What needs to be done — Every record below is to be retyped exactly, with any pictures left out.

:: The data ::

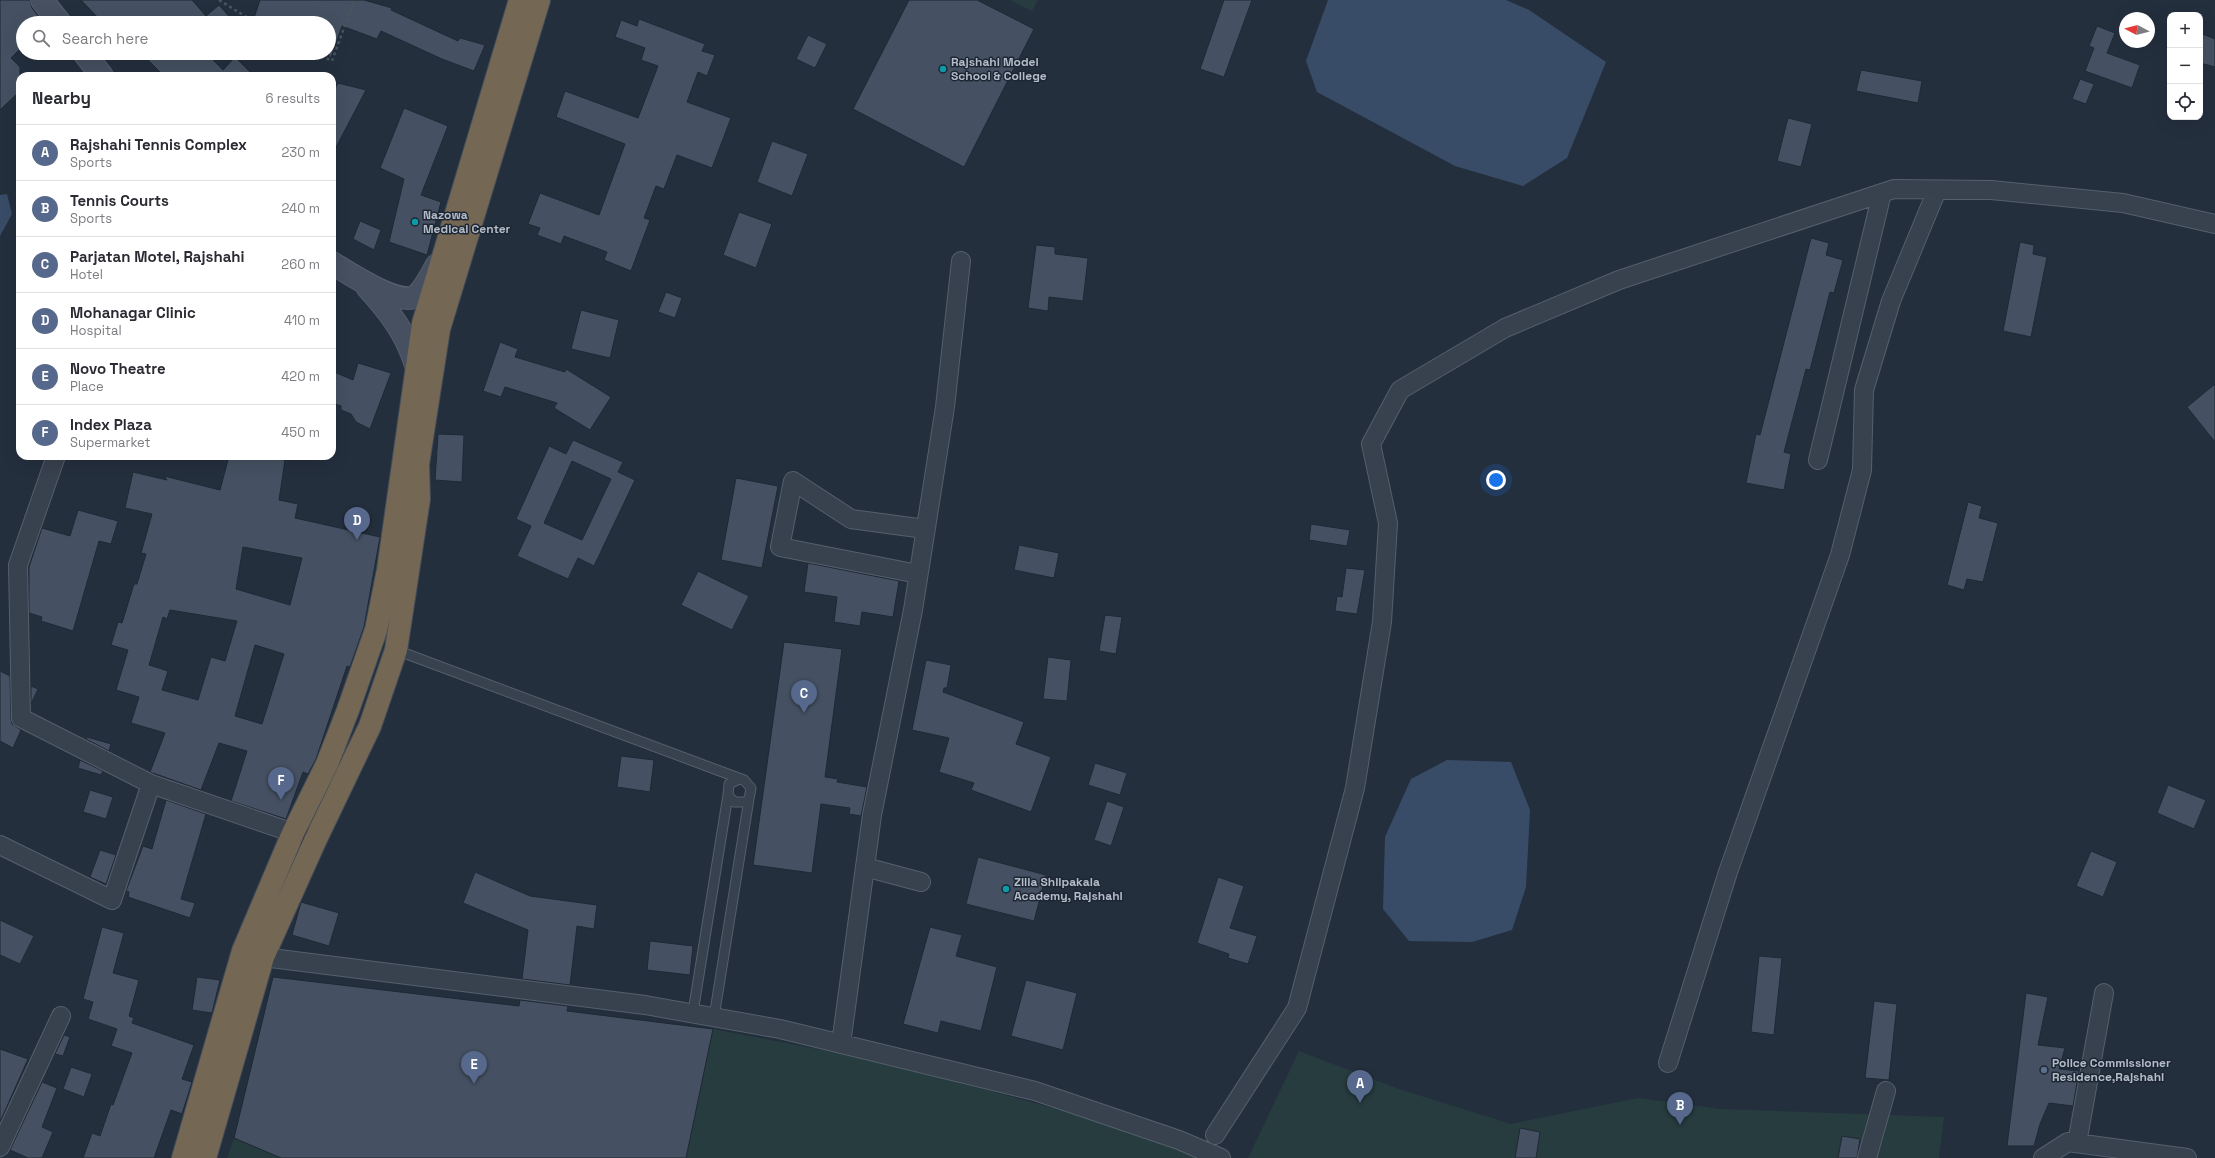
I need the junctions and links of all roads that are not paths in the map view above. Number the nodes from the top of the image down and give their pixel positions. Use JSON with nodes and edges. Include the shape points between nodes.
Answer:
{"nodes":[{"id":1,"x":42,"y":0,"type":"edge"},
{"id":2,"x":520,"y":0,"type":"edge"},
{"id":3,"x":539,"y":0,"type":"edge"},
{"id":4,"x":55,"y":16,"type":"edge"},
{"id":5,"x":89,"y":60,"type":"edge"},
{"id":6,"x":99,"y":72,"type":"edge"},
{"id":7,"x":1937,"y":190,"type":"junction"},
{"id":8,"x":1882,"y":193,"type":"junction"},
{"id":9,"x":2215,"y":224,"type":"edge"},
{"id":10,"x":442,"y":257,"type":"junction"},
{"id":11,"x":961,"y":261,"type":"dead end"},
{"id":12,"x":336,"y":266,"type":"edge"},
{"id":13,"x":365,"y":284,"type":"junction"},
{"id":14,"x":416,"y":365,"type":"junction"},
{"id":15,"x":55,"y":460,"type":"edge"},
{"id":16,"x":1818,"y":460,"type":"dead end"},
{"id":17,"x":925,"y":529,"type":"junction"},
{"id":18,"x":918,"y":574,"type":"junction"},
{"id":19,"x":396,"y":650,"type":"junction"},
{"id":20,"x":744,"y":780,"type":"junction"},
{"id":21,"x":150,"y":784,"type":"junction"},
{"id":22,"x":728,"y":795,"type":"junction"},
{"id":23,"x":749,"y":799,"type":"junction"},
{"id":24,"x":293,"y":833,"type":"junction"},
{"id":25,"x":315,"y":841,"type":"junction"},
{"id":26,"x":0,"y":845,"type":"edge"},
{"id":27,"x":865,"y":867,"type":"junction"},
{"id":28,"x":921,"y":882,"type":"dead end"},
{"id":29,"x":253,"y":954,"type":"junction"},
{"id":30,"x":2104,"y":993,"type":"dead end"},
{"id":31,"x":693,"y":1012,"type":"junction"},
{"id":32,"x":60,"y":1016,"type":"dead end"},
{"id":33,"x":714,"y":1017,"type":"junction"},
{"id":34,"x":841,"y":1044,"type":"junction"},
{"id":35,"x":1668,"y":1063,"type":"dead end"},
{"id":36,"x":1886,"y":1091,"type":"dead end"},
{"id":37,"x":1215,"y":1135,"type":"dead end"},
{"id":38,"x":2077,"y":1144,"type":"junction"},
{"id":39,"x":0,"y":1147,"type":"edge"},
{"id":40,"x":183,"y":1158,"type":"edge"},
{"id":41,"x":204,"y":1158,"type":"edge"},
{"id":42,"x":1221,"y":1158,"type":"edge"},
{"id":43,"x":1867,"y":1158,"type":"edge"},
{"id":44,"x":2043,"y":1158,"type":"edge"},
{"id":45,"x":2187,"y":1158,"type":"edge"}],
"edges":[{"from":1,"to":4,"type":"main road"},
{"from":2,"to":10,"type":"highway"},
{"from":3,"to":19,"type":"highway","via":[[439,329],[418,464],[419,499]]},
{"from":5,"to":6,"type":"main road"},
{"from":7,"to":8,"type":"street","via":[[1894,189]]},
{"from":7,"to":9,"type":"street","via":[[1991,190],[2123,203]]},
{"from":7,"to":35,"type":"street","via":[[1891,301],[1864,390],[1862,470],[1840,555],[1728,872]]},
{"from":8,"to":16,"type":"street"},
{"from":8,"to":37,"type":"street","via":[[1619,280],[1505,328],[1400,390],[1371,444],[1388,523],[1382,622],[1355,788],[1297,1008]]},
{"from":10,"to":13,"type":"main road","via":[[422,290],[415,296],[408,298]]},
{"from":10,"to":14,"type":"highway","via":[[423,324]]},
{"from":11,"to":17,"type":"street","via":[[945,407]]},
{"from":12,"to":13,"type":"main road"},
{"from":13,"to":14,"type":"main road","via":[[401,328]]},
{"from":14,"to":24,"type":"highway","via":[[388,570],[376,630],[332,750]]},
{"from":15,"to":21,"type":"street","via":[[18,565],[21,718]]},
{"from":17,"to":18,"type":"street"},
{"from":17,"to":18,"type":"street","via":[[851,519],[793,482],[780,547]]},
{"from":18,"to":27,"type":"street","via":[[872,815]]},
{"from":19,"to":20,"type":"lane"},
{"from":19,"to":25,"type":"highway","via":[[370,726]]},
{"from":20,"to":22,"type":"lane","via":[[739,779],[729,784]]},
{"from":20,"to":23,"type":"lane","via":[[751,788]]},
{"from":21,"to":24,"type":"street"},
{"from":21,"to":26,"type":"street","via":[[112,900]]},
{"from":22,"to":23,"type":"lane","via":[[739,804]]},
{"from":22,"to":31,"type":"lane"},
{"from":23,"to":33,"type":"lane"},
{"from":24,"to":25,"type":"street"},
{"from":24,"to":29,"type":"highway"},
{"from":25,"to":29,"type":"highway"},
{"from":27,"to":28,"type":"street"},
{"from":27,"to":34,"type":"street"},
{"from":29,"to":31,"type":"street"},
{"from":29,"to":40,"type":"highway"},
{"from":29,"to":41,"type":"highway"},
{"from":30,"to":38,"type":"street"},
{"from":31,"to":33,"type":"street"},
{"from":32,"to":39,"type":"street"},
{"from":33,"to":34,"type":"street"},
{"from":34,"to":42,"type":"street","via":[[1035,1091],[1179,1140]]},
{"from":36,"to":43,"type":"street"},
{"from":38,"to":44,"type":"street","via":[[2068,1142]]},
{"from":38,"to":45,"type":"street"}]}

:::

Exercise output —
I need the junctions and links of all roads that are not paths in the map view above. Number the nodes from the top of the image down and give their pixel positions. Use JSON with nodes and edges. Include the shape points between nodes.
Answer:
{"nodes":[{"id":1,"x":42,"y":0,"type":"edge"},
{"id":2,"x":520,"y":0,"type":"edge"},
{"id":3,"x":539,"y":0,"type":"edge"},
{"id":4,"x":55,"y":16,"type":"edge"},
{"id":5,"x":89,"y":60,"type":"edge"},
{"id":6,"x":99,"y":72,"type":"edge"},
{"id":7,"x":1937,"y":190,"type":"junction"},
{"id":8,"x":1882,"y":193,"type":"junction"},
{"id":9,"x":2215,"y":224,"type":"edge"},
{"id":10,"x":442,"y":257,"type":"junction"},
{"id":11,"x":961,"y":261,"type":"dead end"},
{"id":12,"x":336,"y":266,"type":"edge"},
{"id":13,"x":365,"y":284,"type":"junction"},
{"id":14,"x":416,"y":365,"type":"junction"},
{"id":15,"x":55,"y":460,"type":"edge"},
{"id":16,"x":1818,"y":460,"type":"dead end"},
{"id":17,"x":925,"y":529,"type":"junction"},
{"id":18,"x":918,"y":574,"type":"junction"},
{"id":19,"x":396,"y":650,"type":"junction"},
{"id":20,"x":744,"y":780,"type":"junction"},
{"id":21,"x":150,"y":784,"type":"junction"},
{"id":22,"x":728,"y":795,"type":"junction"},
{"id":23,"x":749,"y":799,"type":"junction"},
{"id":24,"x":293,"y":833,"type":"junction"},
{"id":25,"x":315,"y":841,"type":"junction"},
{"id":26,"x":0,"y":845,"type":"edge"},
{"id":27,"x":865,"y":867,"type":"junction"},
{"id":28,"x":921,"y":882,"type":"dead end"},
{"id":29,"x":253,"y":954,"type":"junction"},
{"id":30,"x":2104,"y":993,"type":"dead end"},
{"id":31,"x":693,"y":1012,"type":"junction"},
{"id":32,"x":60,"y":1016,"type":"dead end"},
{"id":33,"x":714,"y":1017,"type":"junction"},
{"id":34,"x":841,"y":1044,"type":"junction"},
{"id":35,"x":1668,"y":1063,"type":"dead end"},
{"id":36,"x":1886,"y":1091,"type":"dead end"},
{"id":37,"x":1215,"y":1135,"type":"dead end"},
{"id":38,"x":2077,"y":1144,"type":"junction"},
{"id":39,"x":0,"y":1147,"type":"edge"},
{"id":40,"x":183,"y":1158,"type":"edge"},
{"id":41,"x":204,"y":1158,"type":"edge"},
{"id":42,"x":1221,"y":1158,"type":"edge"},
{"id":43,"x":1867,"y":1158,"type":"edge"},
{"id":44,"x":2043,"y":1158,"type":"edge"},
{"id":45,"x":2187,"y":1158,"type":"edge"}],
"edges":[{"from":1,"to":4,"type":"main road"},
{"from":2,"to":10,"type":"highway"},
{"from":3,"to":19,"type":"highway","via":[[439,329],[418,464],[419,499]]},
{"from":5,"to":6,"type":"main road"},
{"from":7,"to":8,"type":"street","via":[[1894,189]]},
{"from":7,"to":9,"type":"street","via":[[1991,190],[2123,203]]},
{"from":7,"to":35,"type":"street","via":[[1891,301],[1864,390],[1862,470],[1840,555],[1728,872]]},
{"from":8,"to":16,"type":"street"},
{"from":8,"to":37,"type":"street","via":[[1619,280],[1505,328],[1400,390],[1371,444],[1388,523],[1382,622],[1355,788],[1297,1008]]},
{"from":10,"to":13,"type":"main road","via":[[422,290],[415,296],[408,298]]},
{"from":10,"to":14,"type":"highway","via":[[423,324]]},
{"from":11,"to":17,"type":"street","via":[[945,407]]},
{"from":12,"to":13,"type":"main road"},
{"from":13,"to":14,"type":"main road","via":[[401,328]]},
{"from":14,"to":24,"type":"highway","via":[[388,570],[376,630],[332,750]]},
{"from":15,"to":21,"type":"street","via":[[18,565],[21,718]]},
{"from":17,"to":18,"type":"street"},
{"from":17,"to":18,"type":"street","via":[[851,519],[793,482],[780,547]]},
{"from":18,"to":27,"type":"street","via":[[872,815]]},
{"from":19,"to":20,"type":"lane"},
{"from":19,"to":25,"type":"highway","via":[[370,726]]},
{"from":20,"to":22,"type":"lane","via":[[739,779],[729,784]]},
{"from":20,"to":23,"type":"lane","via":[[751,788]]},
{"from":21,"to":24,"type":"street"},
{"from":21,"to":26,"type":"street","via":[[112,900]]},
{"from":22,"to":23,"type":"lane","via":[[739,804]]},
{"from":22,"to":31,"type":"lane"},
{"from":23,"to":33,"type":"lane"},
{"from":24,"to":25,"type":"street"},
{"from":24,"to":29,"type":"highway"},
{"from":25,"to":29,"type":"highway"},
{"from":27,"to":28,"type":"street"},
{"from":27,"to":34,"type":"street"},
{"from":29,"to":31,"type":"street"},
{"from":29,"to":40,"type":"highway"},
{"from":29,"to":41,"type":"highway"},
{"from":30,"to":38,"type":"street"},
{"from":31,"to":33,"type":"street"},
{"from":32,"to":39,"type":"street"},
{"from":33,"to":34,"type":"street"},
{"from":34,"to":42,"type":"street","via":[[1035,1091],[1179,1140]]},
{"from":36,"to":43,"type":"street"},
{"from":38,"to":44,"type":"street","via":[[2068,1142]]},
{"from":38,"to":45,"type":"street"}]}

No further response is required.